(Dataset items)
= Beginning of Section =
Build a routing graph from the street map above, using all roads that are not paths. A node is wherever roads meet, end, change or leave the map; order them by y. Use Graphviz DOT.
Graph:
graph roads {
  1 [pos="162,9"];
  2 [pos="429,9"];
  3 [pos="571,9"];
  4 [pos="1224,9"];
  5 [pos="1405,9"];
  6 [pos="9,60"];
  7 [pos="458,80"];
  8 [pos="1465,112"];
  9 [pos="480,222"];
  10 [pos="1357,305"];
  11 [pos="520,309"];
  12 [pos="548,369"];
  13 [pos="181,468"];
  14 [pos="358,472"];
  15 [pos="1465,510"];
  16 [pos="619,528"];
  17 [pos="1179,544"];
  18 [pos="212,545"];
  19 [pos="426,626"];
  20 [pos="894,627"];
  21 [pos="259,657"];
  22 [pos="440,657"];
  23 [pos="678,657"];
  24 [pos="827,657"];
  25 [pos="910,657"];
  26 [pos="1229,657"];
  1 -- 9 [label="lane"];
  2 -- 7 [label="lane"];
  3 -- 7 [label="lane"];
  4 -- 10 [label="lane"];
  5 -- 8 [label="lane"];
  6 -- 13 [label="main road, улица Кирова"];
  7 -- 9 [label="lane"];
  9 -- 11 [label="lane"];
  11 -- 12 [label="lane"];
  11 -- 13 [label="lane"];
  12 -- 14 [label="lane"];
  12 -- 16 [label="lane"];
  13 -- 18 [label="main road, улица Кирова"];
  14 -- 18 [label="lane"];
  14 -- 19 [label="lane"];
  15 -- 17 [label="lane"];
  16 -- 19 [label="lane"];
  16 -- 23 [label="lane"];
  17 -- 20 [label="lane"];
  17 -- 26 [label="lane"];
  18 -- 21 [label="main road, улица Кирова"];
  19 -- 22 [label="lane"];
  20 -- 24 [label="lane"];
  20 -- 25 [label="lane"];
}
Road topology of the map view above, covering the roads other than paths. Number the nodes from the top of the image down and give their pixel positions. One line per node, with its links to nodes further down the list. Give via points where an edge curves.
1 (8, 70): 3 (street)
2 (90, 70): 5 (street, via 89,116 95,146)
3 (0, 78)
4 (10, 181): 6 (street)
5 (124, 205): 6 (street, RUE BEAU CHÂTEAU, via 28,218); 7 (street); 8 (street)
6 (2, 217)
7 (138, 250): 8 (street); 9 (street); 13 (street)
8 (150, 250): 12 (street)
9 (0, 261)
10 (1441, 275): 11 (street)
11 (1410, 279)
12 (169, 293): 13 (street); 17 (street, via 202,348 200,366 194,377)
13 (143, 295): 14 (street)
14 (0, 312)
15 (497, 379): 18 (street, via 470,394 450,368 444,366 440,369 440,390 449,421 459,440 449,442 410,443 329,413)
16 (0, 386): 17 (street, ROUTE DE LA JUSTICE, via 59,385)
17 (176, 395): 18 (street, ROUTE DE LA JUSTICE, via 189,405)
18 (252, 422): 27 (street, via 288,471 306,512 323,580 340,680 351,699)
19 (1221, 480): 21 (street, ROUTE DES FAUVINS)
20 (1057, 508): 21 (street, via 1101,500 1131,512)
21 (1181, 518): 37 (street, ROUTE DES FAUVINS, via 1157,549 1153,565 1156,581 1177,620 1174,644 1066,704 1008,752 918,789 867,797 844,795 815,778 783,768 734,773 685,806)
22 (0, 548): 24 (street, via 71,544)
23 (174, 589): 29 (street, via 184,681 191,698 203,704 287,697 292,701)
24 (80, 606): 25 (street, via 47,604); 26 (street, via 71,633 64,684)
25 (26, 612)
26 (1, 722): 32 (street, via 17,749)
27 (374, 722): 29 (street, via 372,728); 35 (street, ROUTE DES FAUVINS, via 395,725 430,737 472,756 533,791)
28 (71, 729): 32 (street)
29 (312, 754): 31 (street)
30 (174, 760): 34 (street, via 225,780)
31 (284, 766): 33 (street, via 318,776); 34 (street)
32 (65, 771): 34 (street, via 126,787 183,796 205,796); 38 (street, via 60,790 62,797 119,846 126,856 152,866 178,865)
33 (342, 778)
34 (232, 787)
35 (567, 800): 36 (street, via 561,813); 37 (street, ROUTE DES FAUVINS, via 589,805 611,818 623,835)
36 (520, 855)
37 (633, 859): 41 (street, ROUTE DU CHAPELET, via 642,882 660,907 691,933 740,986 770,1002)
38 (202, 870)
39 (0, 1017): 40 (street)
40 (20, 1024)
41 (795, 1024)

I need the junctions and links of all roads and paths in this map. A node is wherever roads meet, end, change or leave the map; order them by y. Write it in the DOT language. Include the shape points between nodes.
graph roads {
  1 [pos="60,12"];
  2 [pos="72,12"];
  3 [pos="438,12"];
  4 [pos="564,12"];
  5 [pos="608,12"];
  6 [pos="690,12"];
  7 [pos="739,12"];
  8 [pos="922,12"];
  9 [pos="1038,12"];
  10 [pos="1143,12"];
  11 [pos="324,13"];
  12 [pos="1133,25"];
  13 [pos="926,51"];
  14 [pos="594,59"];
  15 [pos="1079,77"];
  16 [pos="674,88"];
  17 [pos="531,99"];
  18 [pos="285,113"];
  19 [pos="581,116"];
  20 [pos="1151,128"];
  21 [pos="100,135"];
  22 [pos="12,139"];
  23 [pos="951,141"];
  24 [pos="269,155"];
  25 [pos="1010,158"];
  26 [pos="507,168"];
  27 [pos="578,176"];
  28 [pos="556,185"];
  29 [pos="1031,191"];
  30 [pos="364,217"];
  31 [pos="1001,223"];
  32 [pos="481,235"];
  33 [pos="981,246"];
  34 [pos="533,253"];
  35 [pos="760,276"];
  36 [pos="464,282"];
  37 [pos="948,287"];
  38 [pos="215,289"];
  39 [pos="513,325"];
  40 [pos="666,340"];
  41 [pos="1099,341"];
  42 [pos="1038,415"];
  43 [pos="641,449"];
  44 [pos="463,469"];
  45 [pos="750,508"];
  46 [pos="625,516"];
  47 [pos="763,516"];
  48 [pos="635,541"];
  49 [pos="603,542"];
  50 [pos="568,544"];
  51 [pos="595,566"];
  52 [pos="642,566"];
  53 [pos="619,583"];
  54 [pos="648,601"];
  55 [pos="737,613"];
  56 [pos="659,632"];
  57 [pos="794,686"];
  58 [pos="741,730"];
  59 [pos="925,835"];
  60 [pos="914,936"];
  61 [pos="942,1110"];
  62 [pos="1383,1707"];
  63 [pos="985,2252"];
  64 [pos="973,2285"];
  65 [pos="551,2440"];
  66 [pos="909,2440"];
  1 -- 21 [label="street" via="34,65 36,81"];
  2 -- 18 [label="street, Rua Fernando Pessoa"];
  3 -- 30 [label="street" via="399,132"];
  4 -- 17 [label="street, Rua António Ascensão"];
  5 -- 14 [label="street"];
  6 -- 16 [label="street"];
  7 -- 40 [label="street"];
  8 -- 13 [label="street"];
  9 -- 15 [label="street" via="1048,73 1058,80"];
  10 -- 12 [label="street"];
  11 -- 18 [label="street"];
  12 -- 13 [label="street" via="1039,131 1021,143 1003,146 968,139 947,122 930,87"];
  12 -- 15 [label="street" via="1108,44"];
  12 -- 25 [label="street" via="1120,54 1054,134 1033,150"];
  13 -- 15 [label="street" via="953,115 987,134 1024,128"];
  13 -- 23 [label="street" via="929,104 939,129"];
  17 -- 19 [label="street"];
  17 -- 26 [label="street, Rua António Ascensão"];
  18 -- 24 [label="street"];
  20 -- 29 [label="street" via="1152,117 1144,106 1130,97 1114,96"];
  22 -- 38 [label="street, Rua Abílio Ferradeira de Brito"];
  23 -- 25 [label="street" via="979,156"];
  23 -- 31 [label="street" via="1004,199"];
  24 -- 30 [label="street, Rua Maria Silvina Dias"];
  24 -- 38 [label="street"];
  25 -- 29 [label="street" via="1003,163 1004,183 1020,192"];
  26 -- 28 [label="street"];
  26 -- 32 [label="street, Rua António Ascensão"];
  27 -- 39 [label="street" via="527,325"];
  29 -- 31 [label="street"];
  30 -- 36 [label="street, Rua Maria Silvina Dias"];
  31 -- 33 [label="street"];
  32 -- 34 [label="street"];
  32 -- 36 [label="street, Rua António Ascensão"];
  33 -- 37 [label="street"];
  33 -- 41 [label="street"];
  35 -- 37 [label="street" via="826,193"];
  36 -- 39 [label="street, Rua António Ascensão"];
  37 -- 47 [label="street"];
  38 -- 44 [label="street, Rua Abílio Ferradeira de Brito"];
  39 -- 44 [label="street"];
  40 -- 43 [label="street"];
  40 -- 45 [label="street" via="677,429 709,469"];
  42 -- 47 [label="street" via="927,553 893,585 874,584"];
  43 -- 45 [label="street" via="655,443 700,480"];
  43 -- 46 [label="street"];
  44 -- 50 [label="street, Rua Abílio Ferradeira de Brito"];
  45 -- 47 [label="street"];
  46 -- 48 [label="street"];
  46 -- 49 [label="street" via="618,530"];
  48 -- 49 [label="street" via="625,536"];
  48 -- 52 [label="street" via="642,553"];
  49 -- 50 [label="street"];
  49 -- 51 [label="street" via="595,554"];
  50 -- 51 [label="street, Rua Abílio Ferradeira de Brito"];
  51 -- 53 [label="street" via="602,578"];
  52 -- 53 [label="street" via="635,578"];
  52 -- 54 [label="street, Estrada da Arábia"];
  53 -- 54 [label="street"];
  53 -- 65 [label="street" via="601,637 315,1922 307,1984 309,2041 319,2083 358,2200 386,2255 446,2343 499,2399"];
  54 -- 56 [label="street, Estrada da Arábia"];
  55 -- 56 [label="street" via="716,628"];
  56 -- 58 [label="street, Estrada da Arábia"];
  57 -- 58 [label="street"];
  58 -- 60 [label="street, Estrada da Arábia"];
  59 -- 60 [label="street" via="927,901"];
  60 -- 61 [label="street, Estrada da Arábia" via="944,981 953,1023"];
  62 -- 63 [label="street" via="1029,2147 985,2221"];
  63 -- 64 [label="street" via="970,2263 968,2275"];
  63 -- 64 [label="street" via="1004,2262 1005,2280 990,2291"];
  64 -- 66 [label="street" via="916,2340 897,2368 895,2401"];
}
= End of Section =
=== WHAT IS BEING ASKED ===
A complete answer gives every line of the data that includes "Brito".

=== RESULT OF THE EXERCISE ===
  22 -- 38 [label="street, Rua Abílio Ferradeira de Brito"];
  38 -- 44 [label="street, Rua Abílio Ferradeira de Brito"];
  44 -- 50 [label="street, Rua Abílio Ferradeira de Brito"];
  50 -- 51 [label="street, Rua Abílio Ferradeira de Brito"];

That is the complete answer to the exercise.